## Work instruction
Lines in the records below that contain the word "path" must each be copied.

## Dataset entries
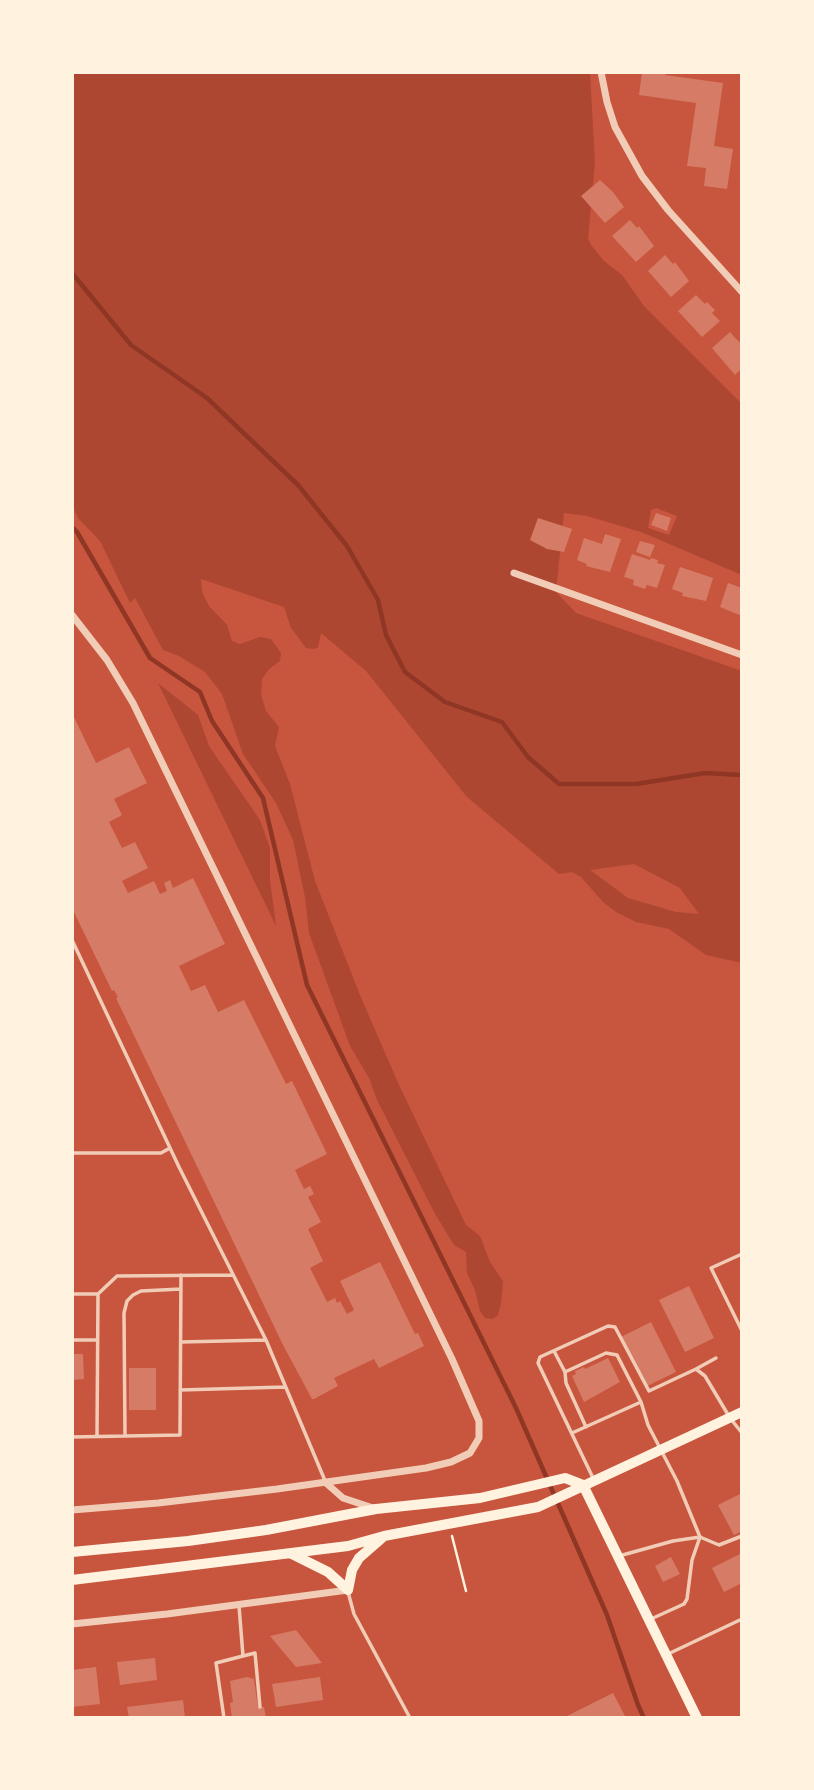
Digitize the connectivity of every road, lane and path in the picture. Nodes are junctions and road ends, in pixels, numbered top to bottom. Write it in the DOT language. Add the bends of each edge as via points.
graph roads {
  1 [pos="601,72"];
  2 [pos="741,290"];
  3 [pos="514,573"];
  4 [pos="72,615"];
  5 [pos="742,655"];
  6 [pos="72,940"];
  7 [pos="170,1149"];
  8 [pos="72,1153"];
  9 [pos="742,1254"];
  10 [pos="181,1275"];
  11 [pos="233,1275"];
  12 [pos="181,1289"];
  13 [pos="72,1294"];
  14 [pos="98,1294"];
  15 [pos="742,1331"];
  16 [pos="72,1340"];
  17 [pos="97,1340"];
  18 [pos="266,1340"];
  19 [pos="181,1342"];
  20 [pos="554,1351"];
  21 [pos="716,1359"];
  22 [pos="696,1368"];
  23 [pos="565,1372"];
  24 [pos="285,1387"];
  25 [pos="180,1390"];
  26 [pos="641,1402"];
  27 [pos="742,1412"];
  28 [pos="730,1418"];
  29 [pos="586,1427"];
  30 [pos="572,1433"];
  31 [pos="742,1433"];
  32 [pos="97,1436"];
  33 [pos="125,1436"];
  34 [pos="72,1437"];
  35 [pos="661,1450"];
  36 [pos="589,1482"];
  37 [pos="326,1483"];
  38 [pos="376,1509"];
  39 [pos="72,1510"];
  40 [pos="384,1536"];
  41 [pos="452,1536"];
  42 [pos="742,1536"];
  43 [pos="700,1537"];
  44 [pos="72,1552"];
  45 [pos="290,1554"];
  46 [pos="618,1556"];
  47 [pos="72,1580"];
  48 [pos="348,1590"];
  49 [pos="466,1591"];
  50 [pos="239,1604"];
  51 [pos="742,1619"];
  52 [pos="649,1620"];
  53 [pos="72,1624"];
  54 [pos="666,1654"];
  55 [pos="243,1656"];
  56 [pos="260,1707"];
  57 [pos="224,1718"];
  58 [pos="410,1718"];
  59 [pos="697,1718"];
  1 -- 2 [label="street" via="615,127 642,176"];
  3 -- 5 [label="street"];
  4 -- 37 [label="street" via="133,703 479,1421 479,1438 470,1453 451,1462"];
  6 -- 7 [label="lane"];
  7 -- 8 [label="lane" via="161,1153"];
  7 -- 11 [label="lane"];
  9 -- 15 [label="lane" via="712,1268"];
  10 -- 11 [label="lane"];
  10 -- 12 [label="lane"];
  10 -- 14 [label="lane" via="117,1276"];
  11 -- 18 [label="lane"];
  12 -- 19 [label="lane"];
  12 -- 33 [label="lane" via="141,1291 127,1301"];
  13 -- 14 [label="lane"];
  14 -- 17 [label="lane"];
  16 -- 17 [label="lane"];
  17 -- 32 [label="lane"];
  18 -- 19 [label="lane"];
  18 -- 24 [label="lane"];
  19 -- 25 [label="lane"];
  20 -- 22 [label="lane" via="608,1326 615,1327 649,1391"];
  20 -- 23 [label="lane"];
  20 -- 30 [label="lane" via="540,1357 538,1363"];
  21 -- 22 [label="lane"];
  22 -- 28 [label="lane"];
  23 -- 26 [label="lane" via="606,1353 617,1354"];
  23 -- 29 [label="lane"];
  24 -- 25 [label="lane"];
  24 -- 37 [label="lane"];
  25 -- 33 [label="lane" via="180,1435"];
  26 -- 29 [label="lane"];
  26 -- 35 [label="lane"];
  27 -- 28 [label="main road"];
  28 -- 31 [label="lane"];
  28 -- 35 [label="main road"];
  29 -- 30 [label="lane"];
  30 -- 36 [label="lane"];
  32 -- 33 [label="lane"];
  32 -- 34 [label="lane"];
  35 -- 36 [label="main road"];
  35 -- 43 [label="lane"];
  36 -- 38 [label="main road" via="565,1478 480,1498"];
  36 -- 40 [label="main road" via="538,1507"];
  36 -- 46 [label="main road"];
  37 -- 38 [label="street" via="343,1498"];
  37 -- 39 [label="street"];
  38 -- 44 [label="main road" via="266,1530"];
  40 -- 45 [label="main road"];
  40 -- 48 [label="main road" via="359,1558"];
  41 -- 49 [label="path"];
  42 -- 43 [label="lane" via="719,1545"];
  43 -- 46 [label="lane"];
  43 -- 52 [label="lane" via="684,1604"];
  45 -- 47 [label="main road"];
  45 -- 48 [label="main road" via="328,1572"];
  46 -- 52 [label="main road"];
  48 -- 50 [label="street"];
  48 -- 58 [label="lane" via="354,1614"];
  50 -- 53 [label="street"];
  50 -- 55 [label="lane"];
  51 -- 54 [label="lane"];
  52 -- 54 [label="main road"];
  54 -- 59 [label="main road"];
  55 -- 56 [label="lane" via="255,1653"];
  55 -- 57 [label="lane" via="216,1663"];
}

## Expected output
Digitize the connectivity of every road, lane and path in the picture. Nodes are junctions and road ends, in pixels, numbered top to bottom. Write it in the DOT language. Add the bends of each edge as via points.
  41 -- 49 [label="path"];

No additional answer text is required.